Reflectance confocal microscopy can be a cost-effective, sensitive, and specific tool and is gaining popularity in ophthalmological and dermatological practice. RCM is more sensitive than slit-lamp examination for identification of basal cell carcinoma involving the eyelid margin and conjunctiva [6]. Furthermore, reflectance confocal microscopy was in concordance with histopathologic findings in 48 of 49 BCCs, demonstrating a sensitivity of 98% for the diagnosis of basal cell carcinoma [6]. While RCM findings for BCC are well known in the literature, those for hidrocystomas are severely lacking. RCM features of hidrocystomas include homogenous cystic structures adjacent to normal‐appearing adnexal structures lacking tumor islands or silhouettes [2]. The most common clinical differential diagnosis for hidrocystomas includes basal cell carcinoma, syringomas, blue nevi, and milia. While clinical similarity can make the diagnosis challenging, RCM can aid in differentiation between hidrocystomas and these entities. Characteristic RCM findings for BCC include elongated cells with polarized nuclei intermixed with inflammatory cells, dark silhouettes, bright tumor islands, and abundant vasculature and pleomorphism of the overlying epidermis [7, 8]. RCM findings for syringomas include round to oval highly refractive and relatively monomorphous masses with dark line structures correlating to the ductal lumina [9]. Milia demonstrate refractive global keratin in the superficial dermis [9]. Blue nevi exhibit hyperreflective cells with plump cellular bodies and long dendrites intermingled with elongated collagen fibers [10].

The clinical benefits of utilizing RCM include prevention of unnecessary biopsies, decreased pain, improved cosmetic outcomes, and enhanced surveillance for recurrent malignancy [5]. Systematic use of RCM in a hospital setting reduced over 70% of the excisions of benign nevi vs. melanoma [5]. Assuming a stable number of diagnoses of melanoma over one year, this equates to a total of 3,053 unnecessary excisions that could be avoided. RCM also reduced the number needed to excise (NNE) from 19.41 with dermoscopy alone to 6.25 in combination with RCM [5]. Projected cost savings of 260,000 euros were attributed to prevention of unnecessary biopsies [5]. RCM and clinical exam can diagnose melanoma together in a single visit and result in excision concurrently, which improves patient outcomes from those lost to follow-up [11].

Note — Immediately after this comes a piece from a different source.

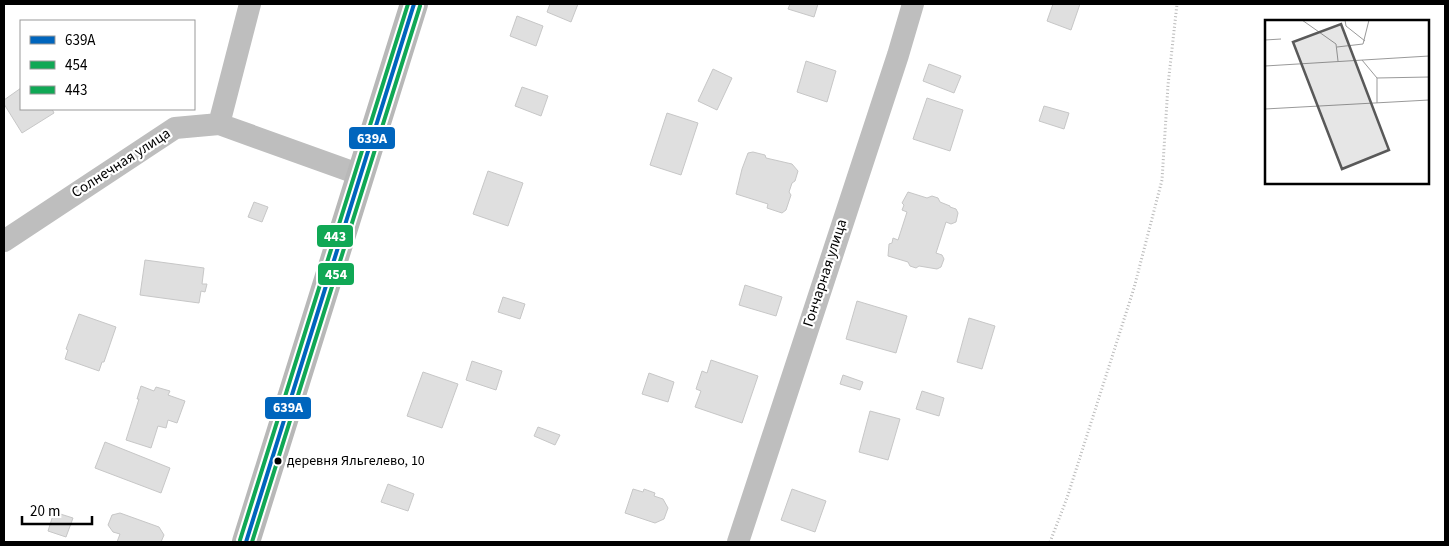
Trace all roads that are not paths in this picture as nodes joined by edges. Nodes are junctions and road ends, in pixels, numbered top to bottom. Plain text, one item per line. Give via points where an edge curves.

RCM imaging of the skin was granted codes for reimbursement by the US Centers for Medicare and Medicaid Service in 2016 and may be utilized as a cost-effective tool in dermatology [12]. However, additional imaging and training in the identification of benign and malignant lesions needs to occur. We provide further evidence for the utility of RCM in clinical practice and report a case of RCM findings of a hidrocystoma.

Conflicts of Interest

The authors declare no conflicts of interest.